### [Task objective]
Write out the data that follows exactly, keeping every picture out.

### [Stored data]
::::
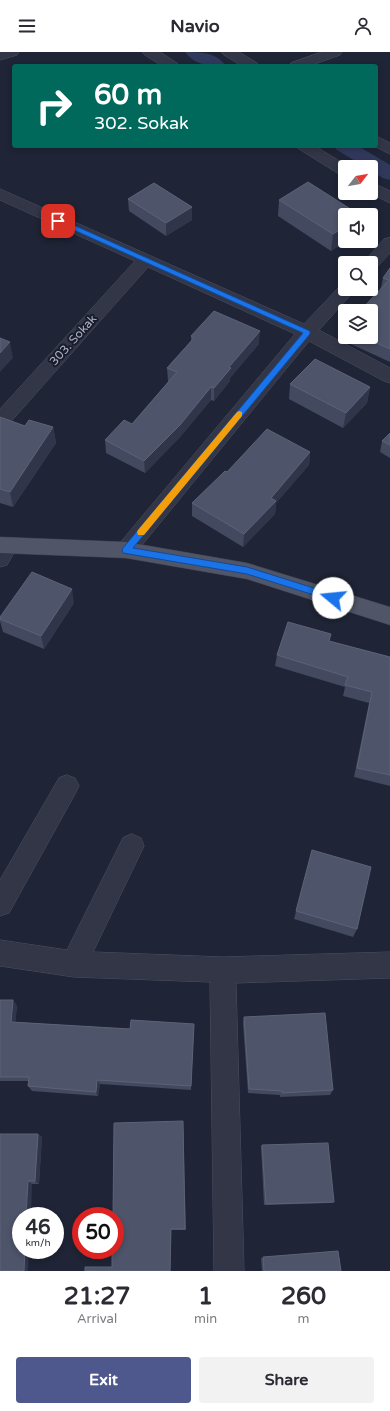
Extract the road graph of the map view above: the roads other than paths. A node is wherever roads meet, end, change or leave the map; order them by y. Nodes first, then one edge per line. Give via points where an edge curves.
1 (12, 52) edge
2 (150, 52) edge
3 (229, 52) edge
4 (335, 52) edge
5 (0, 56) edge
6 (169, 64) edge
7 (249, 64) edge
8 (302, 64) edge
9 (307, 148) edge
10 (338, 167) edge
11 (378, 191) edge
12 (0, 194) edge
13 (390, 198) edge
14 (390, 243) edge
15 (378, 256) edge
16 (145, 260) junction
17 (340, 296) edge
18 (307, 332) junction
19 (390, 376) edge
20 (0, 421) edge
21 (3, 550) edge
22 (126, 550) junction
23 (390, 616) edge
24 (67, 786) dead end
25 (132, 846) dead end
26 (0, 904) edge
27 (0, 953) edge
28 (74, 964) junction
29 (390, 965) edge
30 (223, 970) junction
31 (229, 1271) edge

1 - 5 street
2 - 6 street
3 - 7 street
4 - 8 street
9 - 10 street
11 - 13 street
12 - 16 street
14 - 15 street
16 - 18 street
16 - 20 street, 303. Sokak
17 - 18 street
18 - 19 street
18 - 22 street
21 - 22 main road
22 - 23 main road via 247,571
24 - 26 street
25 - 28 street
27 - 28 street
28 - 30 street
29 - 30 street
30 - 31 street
::::
### [Answer for this exercise]
Extract the road graph of the map view above: the roads other than paths. A node is wherever roads meet, end, change or leave the map; order them by y. Nodes first, then one edge per line. Give via points where an edge curves.
1 (12, 52) edge
2 (150, 52) edge
3 (229, 52) edge
4 (335, 52) edge
5 (0, 56) edge
6 (169, 64) edge
7 (249, 64) edge
8 (302, 64) edge
9 (307, 148) edge
10 (338, 167) edge
11 (378, 191) edge
12 (0, 194) edge
13 (390, 198) edge
14 (390, 243) edge
15 (378, 256) edge
16 (145, 260) junction
17 (340, 296) edge
18 (307, 332) junction
19 (390, 376) edge
20 (0, 421) edge
21 (3, 550) edge
22 (126, 550) junction
23 (390, 616) edge
24 (67, 786) dead end
25 (132, 846) dead end
26 (0, 904) edge
27 (0, 953) edge
28 (74, 964) junction
29 (390, 965) edge
30 (223, 970) junction
31 (229, 1271) edge

1 - 5 street
2 - 6 street
3 - 7 street
4 - 8 street
9 - 10 street
11 - 13 street
12 - 16 street
14 - 15 street
16 - 18 street
16 - 20 street, 303. Sokak
17 - 18 street
18 - 19 street
18 - 22 street
21 - 22 main road
22 - 23 main road via 247,571
24 - 26 street
25 - 28 street
27 - 28 street
28 - 30 street
29 - 30 street
30 - 31 street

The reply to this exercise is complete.